И тогда я повернулся и пошел прочь, сначала с осторожностью, медленно, но в аллее ускорил шаг. На деревенской улице мне попался только большеголовый сопливый малыш, забавлявшийся с котенком у плетня, увешанного перевернутыми глиняными кувшинами. Да перед церковью заметил молодого унылого священника, стоявшего в каком-то оцепенении: он ни в церковь не входил, ни шел к разноцветному древесному острову, где хрипели полумертвые собаки, ржали лошади и азартно, горячо, весело кричали люди.

 

 

МЕРКУРЁЙ 2

 

Я поспешал к красной рощице, прочь отсюда. Ведь этак можно остаться здесь навсегда. Здесь и сейчас. А мне надо было довести исследование местности до конца.

Сяду на велосипед, думал я, выеду на ту заросшую дорожку и — назад. Я поправился: вперед.

Мгновениями мне мерещится, что это я в колодце. Застрял между двумя мирами. Все-таки предпочтительнее определенность, пусть бы и только временная. Хотя я и зачитывался в детстве и отрочестве различными историями о магах, оборотнях-лисах или вот знаменитым романом «Путешествие на Запад» с нескончаемой чередой чудесных приключений, но больше любил все-таки трезвую прозу. То же и в жизни мне нравилась повседневность, вдруг пронизанная лучом солнца или какой-либо идеей, а не искаженная, например, вином или курениями.

Я миновал кладбище.

Сейчас за лесным поворотом будет болотистая низинка, а дальше, на взгорке слева, красная роща.

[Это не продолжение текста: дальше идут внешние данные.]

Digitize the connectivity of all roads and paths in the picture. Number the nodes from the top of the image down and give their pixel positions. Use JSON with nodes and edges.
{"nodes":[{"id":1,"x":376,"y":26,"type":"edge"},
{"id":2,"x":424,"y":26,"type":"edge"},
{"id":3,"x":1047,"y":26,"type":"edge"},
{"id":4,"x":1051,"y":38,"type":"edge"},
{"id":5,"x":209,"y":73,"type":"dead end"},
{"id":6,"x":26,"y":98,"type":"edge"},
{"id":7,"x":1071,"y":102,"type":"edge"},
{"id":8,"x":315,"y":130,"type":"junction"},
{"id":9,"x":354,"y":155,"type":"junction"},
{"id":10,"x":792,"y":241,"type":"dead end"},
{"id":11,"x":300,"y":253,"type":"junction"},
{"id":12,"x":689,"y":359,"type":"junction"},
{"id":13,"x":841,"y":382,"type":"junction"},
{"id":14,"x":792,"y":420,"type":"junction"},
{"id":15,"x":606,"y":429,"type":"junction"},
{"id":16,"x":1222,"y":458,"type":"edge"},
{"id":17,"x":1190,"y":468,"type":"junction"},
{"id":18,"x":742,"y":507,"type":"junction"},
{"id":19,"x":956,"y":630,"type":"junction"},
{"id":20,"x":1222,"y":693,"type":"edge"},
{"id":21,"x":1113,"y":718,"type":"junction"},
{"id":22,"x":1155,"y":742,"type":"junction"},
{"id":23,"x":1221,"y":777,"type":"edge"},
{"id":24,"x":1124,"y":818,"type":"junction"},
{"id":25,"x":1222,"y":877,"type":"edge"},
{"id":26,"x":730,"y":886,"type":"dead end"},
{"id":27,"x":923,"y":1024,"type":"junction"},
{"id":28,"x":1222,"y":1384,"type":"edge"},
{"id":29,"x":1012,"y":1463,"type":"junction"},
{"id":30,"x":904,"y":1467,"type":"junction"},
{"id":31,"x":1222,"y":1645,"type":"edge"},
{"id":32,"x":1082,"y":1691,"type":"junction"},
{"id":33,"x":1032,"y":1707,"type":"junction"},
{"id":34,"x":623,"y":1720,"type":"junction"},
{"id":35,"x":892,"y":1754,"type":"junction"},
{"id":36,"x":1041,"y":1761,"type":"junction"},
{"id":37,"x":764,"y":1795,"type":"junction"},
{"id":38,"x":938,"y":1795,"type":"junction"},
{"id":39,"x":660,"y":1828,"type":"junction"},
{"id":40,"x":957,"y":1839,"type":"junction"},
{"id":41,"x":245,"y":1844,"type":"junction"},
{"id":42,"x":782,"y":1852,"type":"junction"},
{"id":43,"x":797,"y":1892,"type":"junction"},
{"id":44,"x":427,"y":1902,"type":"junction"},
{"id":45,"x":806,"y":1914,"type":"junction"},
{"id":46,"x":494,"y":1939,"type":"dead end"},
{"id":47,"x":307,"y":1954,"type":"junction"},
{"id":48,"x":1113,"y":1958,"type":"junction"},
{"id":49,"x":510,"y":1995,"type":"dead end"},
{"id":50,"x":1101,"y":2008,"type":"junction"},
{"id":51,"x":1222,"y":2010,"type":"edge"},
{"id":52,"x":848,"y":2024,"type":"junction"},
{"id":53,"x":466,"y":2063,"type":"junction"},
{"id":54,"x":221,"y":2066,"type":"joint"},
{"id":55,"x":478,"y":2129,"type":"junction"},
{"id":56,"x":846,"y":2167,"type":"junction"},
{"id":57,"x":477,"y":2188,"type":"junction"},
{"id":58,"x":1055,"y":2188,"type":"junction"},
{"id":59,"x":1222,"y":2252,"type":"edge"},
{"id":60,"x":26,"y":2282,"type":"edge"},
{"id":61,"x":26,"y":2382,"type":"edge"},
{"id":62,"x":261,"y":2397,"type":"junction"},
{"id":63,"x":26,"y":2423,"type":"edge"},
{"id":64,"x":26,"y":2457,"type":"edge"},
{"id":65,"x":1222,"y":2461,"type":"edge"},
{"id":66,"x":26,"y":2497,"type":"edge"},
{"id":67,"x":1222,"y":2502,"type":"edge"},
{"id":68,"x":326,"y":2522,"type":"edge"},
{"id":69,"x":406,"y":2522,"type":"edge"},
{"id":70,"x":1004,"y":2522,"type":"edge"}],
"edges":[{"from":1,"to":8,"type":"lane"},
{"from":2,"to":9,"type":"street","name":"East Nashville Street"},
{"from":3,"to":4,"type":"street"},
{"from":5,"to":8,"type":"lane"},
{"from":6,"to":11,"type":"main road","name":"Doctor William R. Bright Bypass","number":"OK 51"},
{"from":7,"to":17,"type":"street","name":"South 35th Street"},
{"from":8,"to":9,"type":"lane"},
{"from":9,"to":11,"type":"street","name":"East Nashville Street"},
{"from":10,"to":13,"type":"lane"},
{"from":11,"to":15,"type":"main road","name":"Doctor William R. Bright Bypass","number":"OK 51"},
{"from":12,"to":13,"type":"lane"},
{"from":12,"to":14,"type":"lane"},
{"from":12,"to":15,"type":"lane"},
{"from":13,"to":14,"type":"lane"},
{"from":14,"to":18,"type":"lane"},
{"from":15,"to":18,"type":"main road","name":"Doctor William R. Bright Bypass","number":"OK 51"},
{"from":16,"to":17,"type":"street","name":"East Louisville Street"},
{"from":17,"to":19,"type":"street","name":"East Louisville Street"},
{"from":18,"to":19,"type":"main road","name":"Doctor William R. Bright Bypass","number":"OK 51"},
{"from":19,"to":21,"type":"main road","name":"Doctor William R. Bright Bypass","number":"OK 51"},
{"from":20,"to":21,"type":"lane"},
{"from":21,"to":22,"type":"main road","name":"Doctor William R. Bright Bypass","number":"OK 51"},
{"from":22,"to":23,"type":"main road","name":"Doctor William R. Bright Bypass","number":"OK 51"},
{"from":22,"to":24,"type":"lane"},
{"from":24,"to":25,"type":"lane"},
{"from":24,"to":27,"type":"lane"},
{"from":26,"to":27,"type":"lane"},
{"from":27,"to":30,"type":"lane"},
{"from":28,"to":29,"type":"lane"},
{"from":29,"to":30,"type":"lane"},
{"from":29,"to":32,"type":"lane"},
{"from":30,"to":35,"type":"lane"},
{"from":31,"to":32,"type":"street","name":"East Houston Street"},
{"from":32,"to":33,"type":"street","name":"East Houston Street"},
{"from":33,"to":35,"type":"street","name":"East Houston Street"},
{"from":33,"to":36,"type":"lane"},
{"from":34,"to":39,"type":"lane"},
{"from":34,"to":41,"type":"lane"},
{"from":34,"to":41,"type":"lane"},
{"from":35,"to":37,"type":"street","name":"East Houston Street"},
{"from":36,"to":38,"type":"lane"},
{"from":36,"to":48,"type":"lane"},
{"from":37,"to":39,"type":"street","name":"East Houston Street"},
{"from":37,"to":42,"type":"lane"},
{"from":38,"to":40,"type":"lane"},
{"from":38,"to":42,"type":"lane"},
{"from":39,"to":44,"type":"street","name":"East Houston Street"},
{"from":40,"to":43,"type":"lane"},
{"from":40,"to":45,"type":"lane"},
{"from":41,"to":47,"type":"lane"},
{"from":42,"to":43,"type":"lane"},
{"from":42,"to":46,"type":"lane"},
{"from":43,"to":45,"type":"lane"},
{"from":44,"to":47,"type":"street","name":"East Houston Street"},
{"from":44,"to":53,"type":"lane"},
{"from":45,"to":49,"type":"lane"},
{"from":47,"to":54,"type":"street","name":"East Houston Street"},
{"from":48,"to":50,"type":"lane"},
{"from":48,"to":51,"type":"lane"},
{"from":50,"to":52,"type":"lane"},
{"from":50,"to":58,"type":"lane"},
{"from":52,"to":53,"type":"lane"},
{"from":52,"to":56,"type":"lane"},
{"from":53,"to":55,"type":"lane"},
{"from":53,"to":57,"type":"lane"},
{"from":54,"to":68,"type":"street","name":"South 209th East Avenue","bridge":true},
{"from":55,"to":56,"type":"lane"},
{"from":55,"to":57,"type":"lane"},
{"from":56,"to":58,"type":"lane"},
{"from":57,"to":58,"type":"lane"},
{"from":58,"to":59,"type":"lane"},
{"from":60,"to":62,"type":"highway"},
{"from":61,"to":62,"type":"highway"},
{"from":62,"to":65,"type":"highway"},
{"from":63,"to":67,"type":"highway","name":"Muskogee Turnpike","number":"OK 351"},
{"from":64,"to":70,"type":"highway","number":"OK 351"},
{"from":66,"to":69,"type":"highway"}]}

Обливаясь потом, я вышел за лесной поворот и сразу увидел автомобиль.

Радость моя была как магниевая вспышка, такая же яркая и кратковременная. Автомобиль совсем не походил на современные машины. Это был допотопный открытый тарантас. Возле него стояли двое. Меня они сразу увидели и тоже обрадовались. Но я уже вовсе не рад был этой встрече.

— Любезный! — воскликнул невысокий русоволосый мужчина в запыленном темном костюме с округлым лицом и махнул мне рукой.

Второй, долговязый в кожанке, крагах и клетчатой кепке, с пышными пшеничными усами, посылал мне серию улыбок.

По крайней мере, они не похожи на громил, решил я и направился к ним.

Лобастый синеглазый мужчина развел руками и сообщил, что они застряли и надеются на мою помощь. Шофер объявил, что он никогда не совался в хаос бурьянов и глины и лишь единственный раз изменил своему обычаю — и вуаля! Он жестом указал на колеса, наполовину застрявшие в грязи.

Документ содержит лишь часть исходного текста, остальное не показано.